“Investor Literacy” is a Hoax

11 reasons ‘investor literacy’ is a big hoax
by Paul B. Farrell
MarketWatch
April 15, 2008

Commentary: Wall Street prefers clueless, irrational investors

mp_burning_money-300px-200.jpgArroyo Grande, Calif. (MarketWatch) — So Congress made April “Investor Literacy Month.” What a hoax, a cruel joke, yes, an insult to America’s 95 million investors.

What’s really happening? Here’s the short version: In the past five years Wall Street’s out-of-control greed (with the backing of Greenspan’s cheap-money Fed, an “anything-goes, free-market” White House and a banking industry that loves piling up debt in order to charge excessive fees) created a massive housing-credit bubble to rapidly replace their earlier busted dot-com bubble.

Then last summer the new bubble failed, exploding in our faces, nearly destroying the global monetary system. Result? These two bubbles triggered a diversionary, knee-jerk reaction: A wave of so-called “investor education” programs across the U.S. and world.

That’s the joke, the hoax, the insult. Get it? Wall Street’s greed nearly destroys the world’s economy twice in less than a decade. Solution? Bail out Wall Street, then blame it on the little guy, the Main Street investor, for not being “educated enough!” That’s a hoax.

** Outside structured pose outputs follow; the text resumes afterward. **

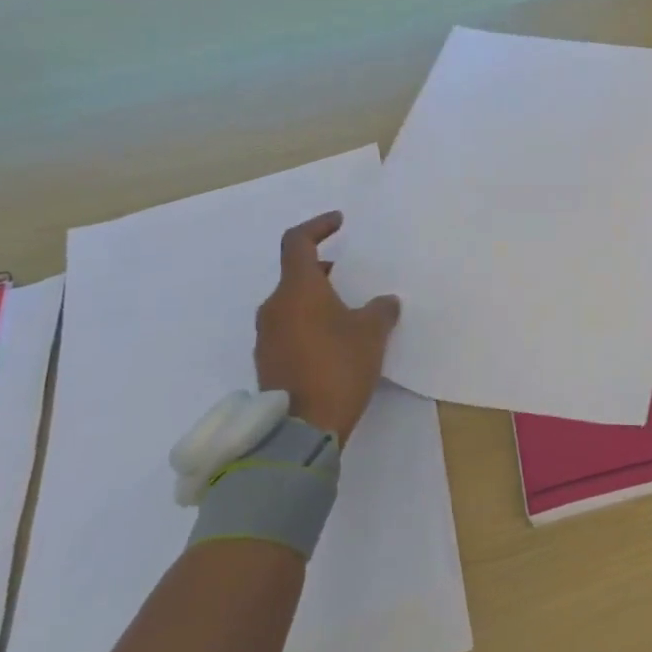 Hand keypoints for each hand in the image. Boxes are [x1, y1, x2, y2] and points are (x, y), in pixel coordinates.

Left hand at [254, 213, 400, 445]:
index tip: (339, 222)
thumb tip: (384, 301)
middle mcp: (274, 307)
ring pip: (292, 303)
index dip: (318, 226)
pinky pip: (289, 328)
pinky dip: (310, 324)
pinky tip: (335, 342)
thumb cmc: (339, 367)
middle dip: (323, 271)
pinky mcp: (268, 361)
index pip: (297, 242)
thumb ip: (381, 309)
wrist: (302, 428)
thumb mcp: (372, 333)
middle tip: (351, 276)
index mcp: (297, 290)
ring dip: (317, 300)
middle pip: (296, 275)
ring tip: (349, 312)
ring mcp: (267, 336) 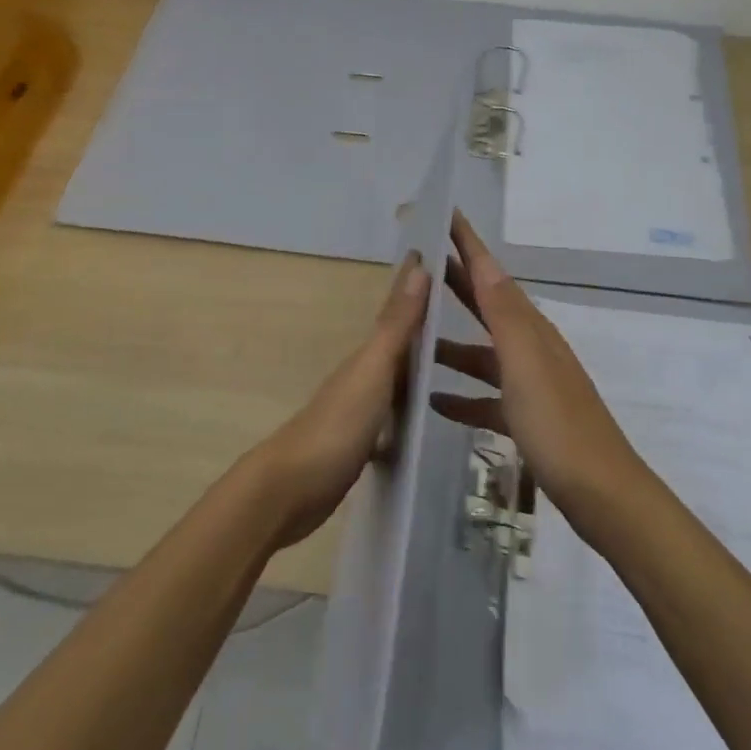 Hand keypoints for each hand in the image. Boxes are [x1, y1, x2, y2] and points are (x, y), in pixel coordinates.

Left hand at [252, 252, 428, 548]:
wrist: (288, 493)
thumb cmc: (336, 426)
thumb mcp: (373, 371)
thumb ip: (397, 325)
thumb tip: (418, 265)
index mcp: (368, 356)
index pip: (398, 312)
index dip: (417, 286)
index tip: (441, 256)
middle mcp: (363, 377)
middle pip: (398, 345)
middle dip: (424, 325)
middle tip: (461, 312)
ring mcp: (359, 412)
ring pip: (396, 380)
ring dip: (418, 368)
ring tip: (456, 363)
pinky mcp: (360, 446)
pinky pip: (393, 418)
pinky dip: (408, 412)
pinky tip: (425, 423)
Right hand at [431, 213, 643, 527]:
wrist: (600, 492)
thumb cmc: (557, 424)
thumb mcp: (526, 363)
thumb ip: (504, 314)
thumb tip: (485, 263)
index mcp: (530, 330)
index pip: (493, 276)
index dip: (470, 246)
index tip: (446, 215)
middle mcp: (530, 349)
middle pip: (486, 308)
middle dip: (457, 284)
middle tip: (420, 264)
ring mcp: (529, 386)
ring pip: (482, 354)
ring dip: (450, 345)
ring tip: (413, 341)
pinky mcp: (526, 420)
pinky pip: (486, 399)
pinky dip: (461, 397)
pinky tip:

The truth is, Wall Street needs an education, not Main Street! Wall Street needs some “antigreed, ethics education!” Until then nothing will change, we’ll just get more of these well-meaning but ineffective initiatives spelled out recently in The Economist:

  • Congress’s designation of April as Investor Literacy Month
  • The President’s Council on Financial Literacy chaired by Chuck Schwab
  • Project Hope created in the aftermath of the 1992 Los Angeles riots
  • Jump$tart, an American coalition of 180 groups promoting financial literacy
  • Cities for Financial Empowerment Coalition inspired by New York Mayor Bloomberg that now includes Miami, San Antonio, San Francisco, Savannah and Seattle.
  • Child Savings International educating 6- to 14-year-old “entrepreneurs” worldwide
  • The World Savings Bank Institute, representing 92 countries, recently held “a summit in Brussels about financial education in light of the subprime crisis.”
  • Yes, well-intentioned, but destined to fail. But before we focus on the real problem (Wall Street’s insatiable greed) we need to focus on the investor’s brain to see the first 10 reasons. Simply put: Educational initiatives are doomed to fail because the investor’s brain is not “rational,” never was and never will be. Read the rest of this article here.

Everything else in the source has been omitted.